Bamako a annoncé, il y a quelques jours, avoir dépêché une délégation au Togo pour obtenir de Faure Gnassingbé son intervention dans le bras de fer qui l’oppose à la CEDEAO. Le Président togolais aurait accepté de jouer le médiateur dans cette crise qui dure depuis plusieurs mois. En janvier 2022, l’organisation sous-régionale avait imposé de lourdes sanctions au Mali pour n’avoir pas respecté le calendrier électoral. Il était prévu que la junte organise des élections générales en février, dont la présidentielle, pour passer le pouvoir à un civil. Mais les militaires ont jugé bon de reporter le scrutin, arguant que les conditions n’étaient pas réunies pour organiser un tel rendez-vous.

Un désaccord sur la durée de la transition

En réponse à ce retard jugé délibéré, la CEDEAO a décidé d’instaurer un embargo sur les échanges commerciaux ainsi que les transactions financières. Elle a aussi fermé ses frontières avec le Mali et l’a suspendu de tous ses organes de décision. L’organisation a tout de même tenté de trouver une issue à l’impasse via une mission conduite par l’ancien président nigérian Good LuckJonathan. Mais ce dernier a échoué à convaincre la junte. Alors qu’il a demandé une transition raisonnable de12 à 16 mois, le Mali avait opté pour 24 mois. Les autorités de la Transition sont ainsi passées tour à tour de 5 ans, 36 mois et pour enfin se fixer sur un délai de 02 ans. Depuis lors, les lignes sont restées figées.

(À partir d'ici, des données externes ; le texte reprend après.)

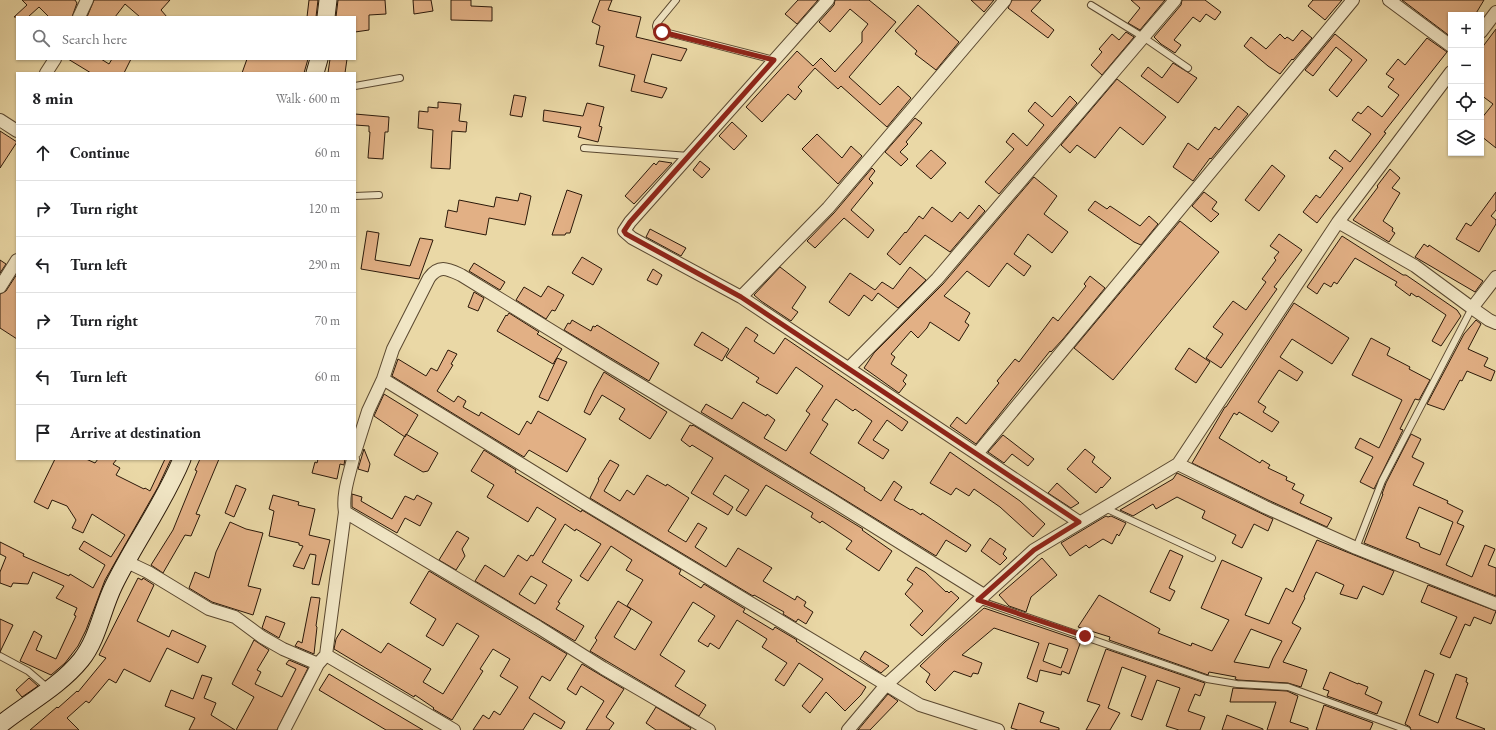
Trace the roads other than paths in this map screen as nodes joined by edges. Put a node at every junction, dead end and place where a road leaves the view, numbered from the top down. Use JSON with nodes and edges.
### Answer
{"nodes":[{"id":1,"x":87,"y":0,"type":"edge"},
{"id":2,"x":328,"y":0,"type":"edge"},
{"id":3,"x":676,"y":0,"type":"edge"},
{"id":4,"x":828,"y":0,"type":"edge"},
{"id":5,"x":1005,"y":0,"type":"edge"},
{"id":6,"x":1175,"y":0,"type":"edge"},
{"id":7,"x":1353,"y":0,"type":"edge"},
{"id":8,"x":1389,"y":0,"type":"edge"},
{"id":9,"x":1091,"y":5,"type":"dead end"},
{"id":10,"x":1496,"y":12,"type":"edge"},
{"id":11,"x":79,"y":16,"type":"edge"},
{"id":12,"x":326,"y":16,"type":"edge"},
{"id":13,"x":1484,"y":28,"type":"edge"},
{"id":14,"x":1143,"y":37,"type":"junction"},
{"id":15,"x":1448,"y":44,"type":"edge"},
{"id":16,"x":54,"y":60,"type":"edge"},
{"id":17,"x":319,"y":60,"type":"edge"},
{"id":18,"x":774,"y":60,"type":"junction"},
{"id":19,"x":1188,"y":68,"type":"dead end"},
{"id":20,"x":47,"y":72,"type":"edge"},
{"id":21,"x":315,"y":72,"type":"edge"},
{"id":22,"x":1448,"y":76,"type":"edge"},
{"id":23,"x":400,"y":78,"type":"dead end"},
{"id":24,"x":356,"y":86,"type":"edge"},
{"id":25,"x":0,"y":120,"type":"edge"},
{"id":26,"x":15,"y":126,"type":"edge"},
{"id":27,"x":584,"y":148,"type":"dead end"},
{"id":28,"x":689,"y":156,"type":"junction"},
{"id":29,"x":379,"y":195,"type":"dead end"},
{"id":30,"x":356,"y":196,"type":"edge"},
{"id":31,"x":1338,"y":222,"type":"junction"},
{"id":32,"x":16,"y":262,"type":"edge"},
{"id":33,"x":1496,"y":277,"type":"edge"},
{"id":34,"x":6,"y":281,"type":"edge"},
{"id":35,"x":741,"y":297,"type":"junction"},
{"id":36,"x":1472,"y":308,"type":"junction"},
{"id":37,"x":1496,"y":323,"type":"edge"},
{"id":38,"x":848,"y":368,"type":"junction"},
{"id":39,"x":383,"y":379,"type":"junction"},
{"id":40,"x":356,"y":449,"type":"edge"},
{"id":41,"x":977,"y":454,"type":"junction"},
{"id":42,"x":182,"y":460,"type":"edge"},
{"id":43,"x":353,"y":460,"type":"edge"},
{"id":44,"x":1178,"y":464,"type":"junction"},
{"id":45,"x":1104,"y":507,"type":"junction"},
{"id":46,"x":345,"y":512,"type":"junction"},
{"id":47,"x":1079,"y":522,"type":"junction"},
{"id":48,"x":1356,"y":548,"type":"junction"},
{"id":49,"x":1212,"y":558,"type":"dead end"},
{"id":50,"x":127,"y":562,"type":"junction"},
{"id":51,"x":981,"y":597,"type":"junction"},
{"id":52,"x":1496,"y":604,"type":"edge"},
{"id":53,"x":0,"y":656,"type":"edge"},
{"id":54,"x":322,"y":659,"type":"junction"},
{"id":55,"x":886,"y":685,"type":"junction"},
{"id":56,"x":49,"y":689,"type":"junction"},
{"id":57,"x":0,"y":725,"type":"edge"},
{"id":58,"x":284,"y":730,"type":"edge"},
{"id":59,"x":454,"y":730,"type":"edge"},
{"id":60,"x":709,"y":730,"type":"edge"},
{"id":61,"x":848,"y":730,"type":"edge"},
{"id":62,"x":998,"y":730,"type":"edge"},
{"id":63,"x":1407,"y":730,"type":"edge"}],
"edges":[{"from":1,"to":11,"type":"street"},
{"from":2,"to":12,"type":"street"},
{"from":3,"to":18,"type":"lane"},
{"from":4,"to":18,"type":"street"},
{"from":5,"to":35,"type":"street"},
{"from":6,"to":14,"type":"street"},
{"from":7,"to":41,"type":"street"},
{"from":8,"to":15,"type":"street"},
{"from":9,"to":14,"type":"lane"},
{"from":10,"to":13,"type":"street"},
{"from":14,"to":19,"type":"lane"},
{"from":14,"to":38,"type":"street"},
{"from":16,"to":20,"type":"street"},
{"from":17,"to":21,"type":"street"},
{"from":18,"to":28,"type":"street"},
{"from":22,"to":31,"type":"street"},
{"from":23,"to":24,"type":"lane"},
{"from":25,"to":26,"type":"street"},
{"from":27,"to":28,"type":"lane"},
{"from":28,"to":35,"type":"street"},
{"from":29,"to":30,"type":"lane"},
{"from":31,"to":36,"type":"street"},
{"from":31,"to":44,"type":"street"},
{"from":32,"to":34,"type":"street"},
{"from":33,"to":36,"type":"street"},
{"from":35,"to":38,"type":"street"},
{"from":36,"to":37,"type":"street"},
{"from":36,"to":48,"type":"lane"},
{"from":38,"to":41,"type":"street"},
{"from":39,"to":40,"type":"street"},
{"from":39,"to":51,"type":"street"},
{"from":39,"to":55,"type":"street"},
{"from":41,"to":47,"type":"street"},
{"from":42,"to":50,"type":"street"},
{"from":43,"to":46,"type":"street"},
{"from":44,"to":45,"type":"street"},
{"from":44,"to":48,"type":"street"},
{"from":45,"to":47,"type":"street"},
{"from":45,"to":49,"type":"lane"},
{"from":46,"to":54,"type":"street"},
{"from":46,"to":60,"type":"street"},
{"from":47,"to":51,"type":"street"},
{"from":48,"to":52,"type":"street"},
{"from":50,"to":54,"type":"street"},
{"from":50,"to":56,"type":"street"},
{"from":51,"to":55,"type":"street"},
{"from":51,"to":63,"type":"lane"},
{"from":53,"to":56,"type":"lane"},
{"from":54,"to":58,"type":"street"},
{"from":54,"to":59,"type":"street"},
{"from":55,"to":61,"type":"street"},
{"from":55,"to":62,"type":"street"},
{"from":56,"to":57,"type":"street"}]}
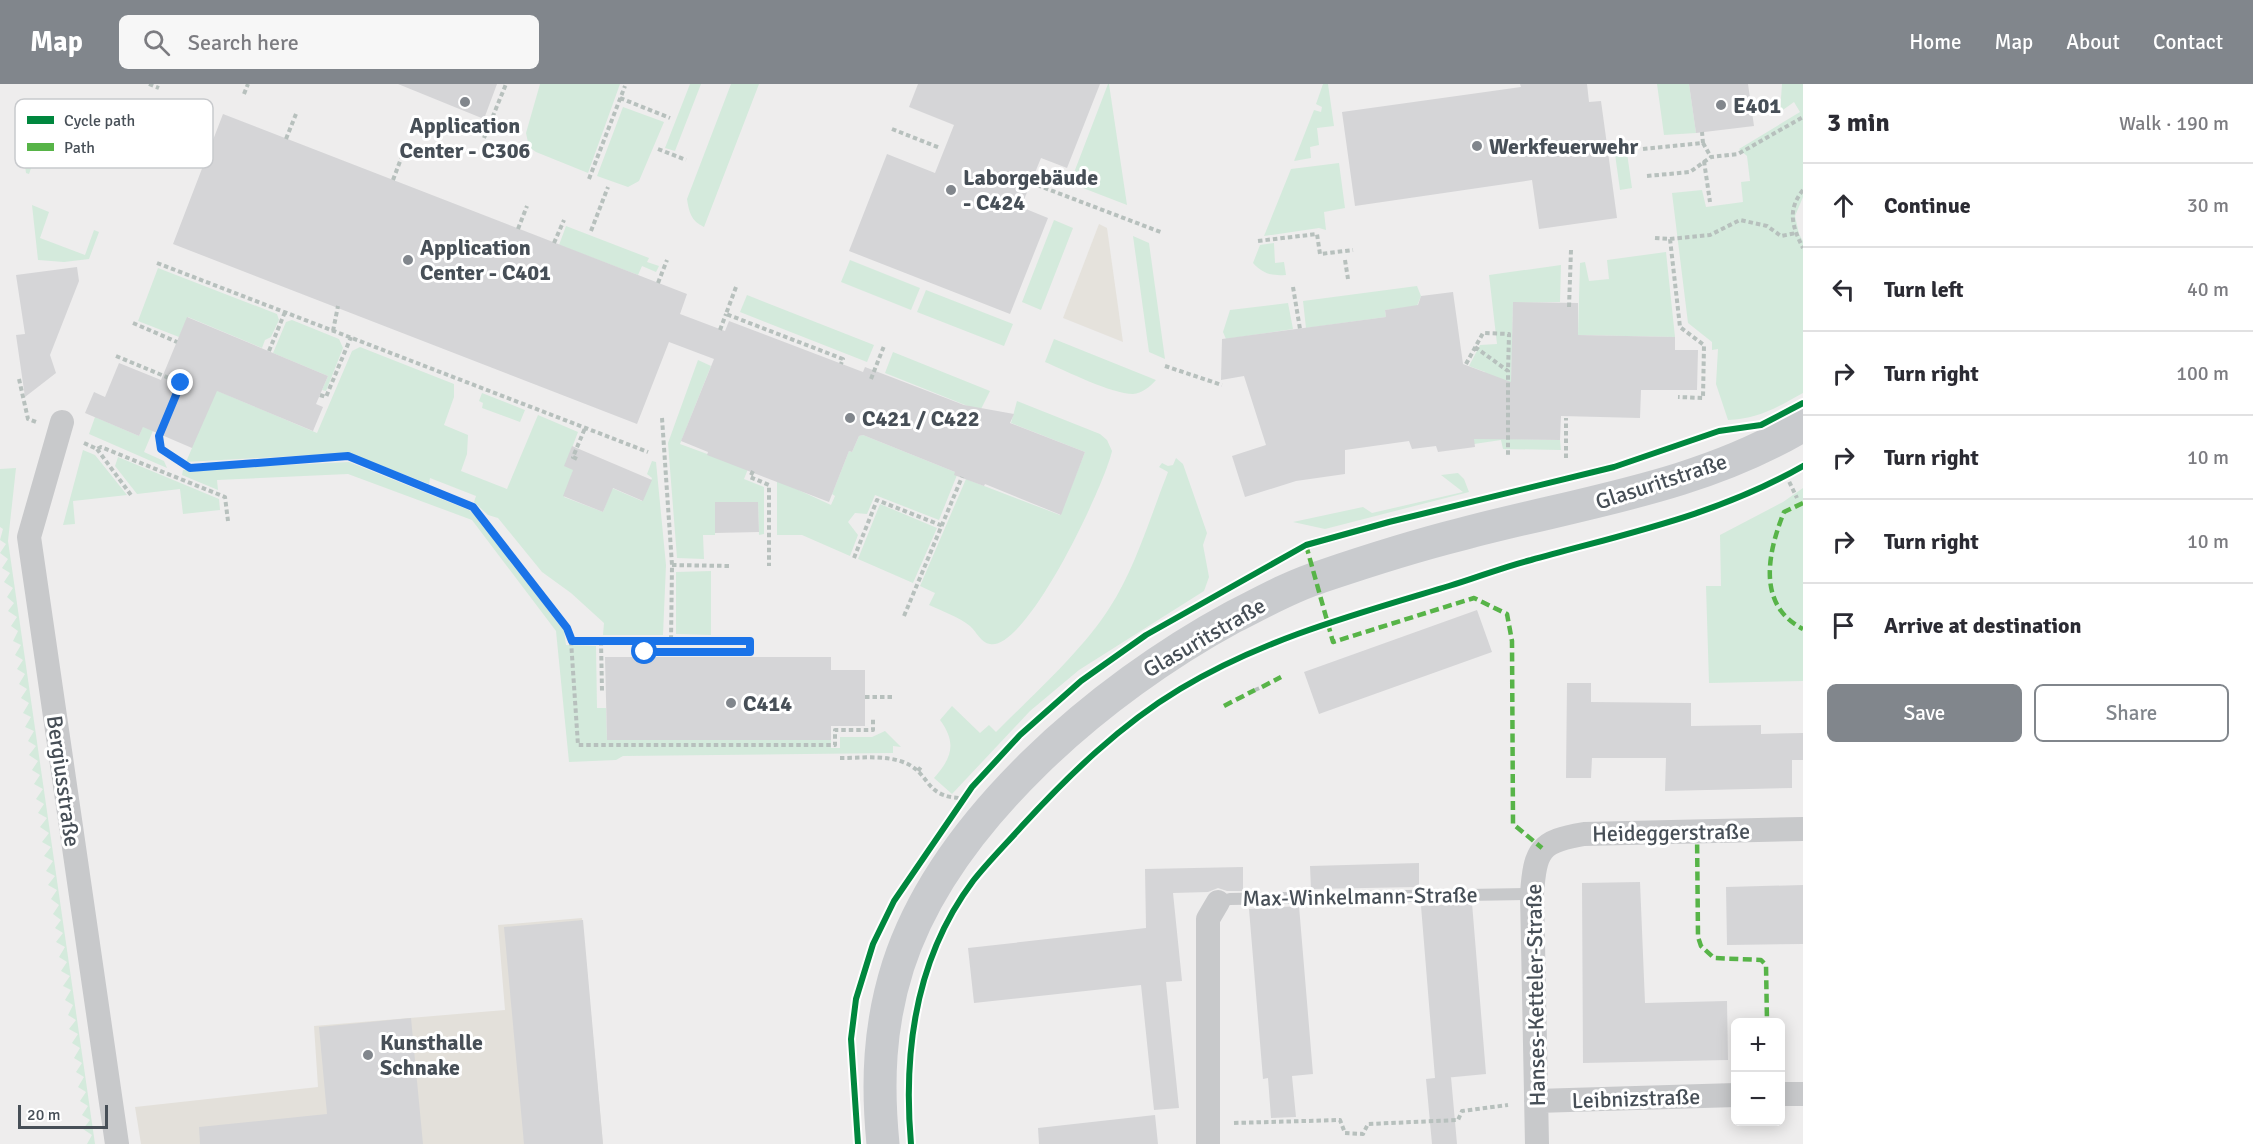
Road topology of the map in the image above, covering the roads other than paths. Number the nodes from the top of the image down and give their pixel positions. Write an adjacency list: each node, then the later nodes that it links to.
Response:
1 (1803, 425): 13 (main road, Glasuritstraße)
2 (60, 428): 12 (street, Bergiusstraße)
3 (1803, 829): 4 (street, Heideggerstraße)
4 (1542, 848): 5 (street, Hanses-Ketteler-Straße)
5 (1532, 894): 6 (lane, Max-Winkelmann-Straße); 10 (street, Hanses-Ketteler-Straße)
6 (1218, 902): 11 (street, Max-Winkelmann-Straße)
7 (1785, 1094): 8 (street)
8 (1803, 1094)
9 (1731, 1095): 10 (street, Leibnizstraße)
10 (1536, 1101): 14 (street, Hanses-Ketteler-Straße)
11 (1208, 1134)
12 (117, 1144)
13 (883, 1144)
14 (1536, 1144)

Pour que le pays reprenne sa place dans le concert des nations

C’est dans ce contexte que Faure Gnassingbé tente une nouvelle médiation, celle de la dernière chance. S’il n’a pas l’expérience du Nigérian, le chef de l’Etat togolais est connu pour avoir de très bons rapports avec ses pairs de la CEDEAO. Certains croient ainsi qu’il réussira cette mission, à l’image d’Aliou Diallo, président d’honneur de l’ADP-MALIBA. « On peut et on doit être optimiste sur la médiation de Son Excellence le Président Faure Gnassingbé. Un accord peut bientôt intervenir pour la levée de l’embargo et des sanctions pour le grand bien des peuples malien et africain », a indiqué l’homme d’affaires dans un message.

Selon l’ex député de Kayes, avec cette médiation, le peuple malien et l’Afrique peuvent espérer « un retour à l’ordre constitutionnel qui va permettre au Mali de reprendre toute sa place dans le concert des nations ». Et surtout abréger la souffrance de ses compatriotes. Il soutient donc l’initiative de la junte et de Faure, tout comme il a soutenu le Dialogue national inclusif (DNI) en décembre 2019. Celui qu’on appelle le « chantre de la paix » s’est aussi impliqué personnellement dans la résolution de la crise née du soulèvement populaire de juillet 2020. A l’époque, il avait eu un entretien avec Good LuckJonathan.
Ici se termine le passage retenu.